(EXERCISE INPUTS)

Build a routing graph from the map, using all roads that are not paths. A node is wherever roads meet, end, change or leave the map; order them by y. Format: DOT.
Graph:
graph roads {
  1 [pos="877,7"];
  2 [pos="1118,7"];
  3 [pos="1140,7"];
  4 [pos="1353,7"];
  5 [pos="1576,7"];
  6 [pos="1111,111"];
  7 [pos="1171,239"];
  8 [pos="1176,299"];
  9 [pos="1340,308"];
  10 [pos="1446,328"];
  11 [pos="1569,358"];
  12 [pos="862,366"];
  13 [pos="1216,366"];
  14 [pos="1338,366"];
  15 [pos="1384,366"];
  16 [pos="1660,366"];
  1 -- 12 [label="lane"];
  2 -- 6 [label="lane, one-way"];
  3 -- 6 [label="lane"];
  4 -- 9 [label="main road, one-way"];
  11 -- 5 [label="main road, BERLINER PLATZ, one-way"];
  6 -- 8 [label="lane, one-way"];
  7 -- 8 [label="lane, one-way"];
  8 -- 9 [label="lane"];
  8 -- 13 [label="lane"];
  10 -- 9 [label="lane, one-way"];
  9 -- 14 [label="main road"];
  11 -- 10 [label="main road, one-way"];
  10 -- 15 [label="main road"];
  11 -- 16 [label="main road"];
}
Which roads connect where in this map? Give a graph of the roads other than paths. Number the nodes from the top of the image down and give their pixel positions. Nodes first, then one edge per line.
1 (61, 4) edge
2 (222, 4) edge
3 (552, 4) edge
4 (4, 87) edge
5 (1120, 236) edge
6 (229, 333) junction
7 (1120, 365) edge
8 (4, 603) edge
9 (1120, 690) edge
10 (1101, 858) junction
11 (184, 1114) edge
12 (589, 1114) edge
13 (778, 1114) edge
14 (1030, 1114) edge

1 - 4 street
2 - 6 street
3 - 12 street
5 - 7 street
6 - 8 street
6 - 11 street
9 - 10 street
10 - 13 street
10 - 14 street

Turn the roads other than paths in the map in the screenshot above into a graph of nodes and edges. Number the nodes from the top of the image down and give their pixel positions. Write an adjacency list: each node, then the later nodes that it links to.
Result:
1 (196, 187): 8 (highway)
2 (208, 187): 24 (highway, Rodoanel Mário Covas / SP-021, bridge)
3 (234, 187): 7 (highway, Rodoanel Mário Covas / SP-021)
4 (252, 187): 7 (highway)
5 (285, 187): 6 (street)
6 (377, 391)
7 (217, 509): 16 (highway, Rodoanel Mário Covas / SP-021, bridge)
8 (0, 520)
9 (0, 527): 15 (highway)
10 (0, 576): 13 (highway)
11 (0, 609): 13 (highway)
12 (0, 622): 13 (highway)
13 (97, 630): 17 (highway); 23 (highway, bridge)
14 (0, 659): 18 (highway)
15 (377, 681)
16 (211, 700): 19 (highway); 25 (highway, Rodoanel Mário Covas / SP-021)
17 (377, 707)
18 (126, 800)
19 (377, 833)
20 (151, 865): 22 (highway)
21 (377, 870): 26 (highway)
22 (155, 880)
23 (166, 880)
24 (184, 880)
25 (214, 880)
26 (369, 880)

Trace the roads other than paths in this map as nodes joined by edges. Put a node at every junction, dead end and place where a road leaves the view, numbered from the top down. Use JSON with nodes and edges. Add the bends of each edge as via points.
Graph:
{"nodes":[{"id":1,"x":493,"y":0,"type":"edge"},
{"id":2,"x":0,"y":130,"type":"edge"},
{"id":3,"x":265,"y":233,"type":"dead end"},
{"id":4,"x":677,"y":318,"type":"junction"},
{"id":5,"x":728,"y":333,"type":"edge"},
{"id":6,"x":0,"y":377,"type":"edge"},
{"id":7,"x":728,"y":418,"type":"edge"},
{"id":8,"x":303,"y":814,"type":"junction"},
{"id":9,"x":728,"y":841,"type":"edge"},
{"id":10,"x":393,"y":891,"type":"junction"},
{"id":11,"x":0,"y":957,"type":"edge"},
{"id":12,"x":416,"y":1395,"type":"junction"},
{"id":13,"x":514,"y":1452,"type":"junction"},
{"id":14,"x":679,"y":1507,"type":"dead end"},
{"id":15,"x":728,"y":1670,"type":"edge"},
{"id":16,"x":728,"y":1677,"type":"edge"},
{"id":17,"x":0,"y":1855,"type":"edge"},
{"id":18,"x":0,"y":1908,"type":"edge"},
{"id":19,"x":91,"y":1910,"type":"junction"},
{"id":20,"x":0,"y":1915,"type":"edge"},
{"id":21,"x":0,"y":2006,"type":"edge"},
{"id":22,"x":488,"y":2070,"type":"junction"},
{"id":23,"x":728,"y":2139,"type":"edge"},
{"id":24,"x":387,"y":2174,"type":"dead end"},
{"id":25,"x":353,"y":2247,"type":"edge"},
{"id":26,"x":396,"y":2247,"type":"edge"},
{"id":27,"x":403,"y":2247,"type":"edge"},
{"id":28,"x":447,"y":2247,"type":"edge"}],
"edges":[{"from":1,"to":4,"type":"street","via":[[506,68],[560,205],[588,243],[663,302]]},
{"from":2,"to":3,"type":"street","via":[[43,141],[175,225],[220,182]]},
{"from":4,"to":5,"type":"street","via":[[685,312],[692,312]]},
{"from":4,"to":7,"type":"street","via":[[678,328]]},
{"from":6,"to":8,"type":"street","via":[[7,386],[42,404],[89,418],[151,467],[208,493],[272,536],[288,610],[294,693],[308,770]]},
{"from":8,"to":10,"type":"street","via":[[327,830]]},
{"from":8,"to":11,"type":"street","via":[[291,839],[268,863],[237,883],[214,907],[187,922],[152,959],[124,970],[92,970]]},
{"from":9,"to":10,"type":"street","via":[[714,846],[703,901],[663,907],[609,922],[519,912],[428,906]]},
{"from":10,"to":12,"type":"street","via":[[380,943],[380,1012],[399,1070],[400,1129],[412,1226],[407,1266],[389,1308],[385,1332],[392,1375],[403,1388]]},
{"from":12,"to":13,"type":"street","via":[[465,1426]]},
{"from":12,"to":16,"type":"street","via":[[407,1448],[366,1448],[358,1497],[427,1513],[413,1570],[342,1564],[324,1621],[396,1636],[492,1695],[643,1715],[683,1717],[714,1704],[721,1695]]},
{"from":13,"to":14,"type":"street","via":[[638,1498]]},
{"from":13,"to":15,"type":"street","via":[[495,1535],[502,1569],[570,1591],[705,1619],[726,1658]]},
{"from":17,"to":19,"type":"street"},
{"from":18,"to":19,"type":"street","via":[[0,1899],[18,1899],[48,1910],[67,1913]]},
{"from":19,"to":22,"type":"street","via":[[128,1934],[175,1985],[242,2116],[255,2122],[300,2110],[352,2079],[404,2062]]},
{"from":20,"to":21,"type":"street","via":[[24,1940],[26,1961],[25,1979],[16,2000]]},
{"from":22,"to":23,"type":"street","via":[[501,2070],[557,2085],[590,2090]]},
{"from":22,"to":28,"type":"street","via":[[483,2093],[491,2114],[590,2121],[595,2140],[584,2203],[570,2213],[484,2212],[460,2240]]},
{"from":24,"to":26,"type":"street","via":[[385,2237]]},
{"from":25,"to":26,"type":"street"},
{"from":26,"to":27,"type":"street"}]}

(End EXERCISE INPUTS)

Return a copy of each line in the entries that carries the string "Covas".

2 (208, 187): 24 (highway, Rodoanel Mário Covas / SP-021, bridge)
3 (234, 187): 7 (highway, Rodoanel Mário Covas / SP-021)
7 (217, 509): 16 (highway, Rodoanel Mário Covas / SP-021, bridge)
16 (211, 700): 19 (highway); 25 (highway, Rodoanel Mário Covas / SP-021)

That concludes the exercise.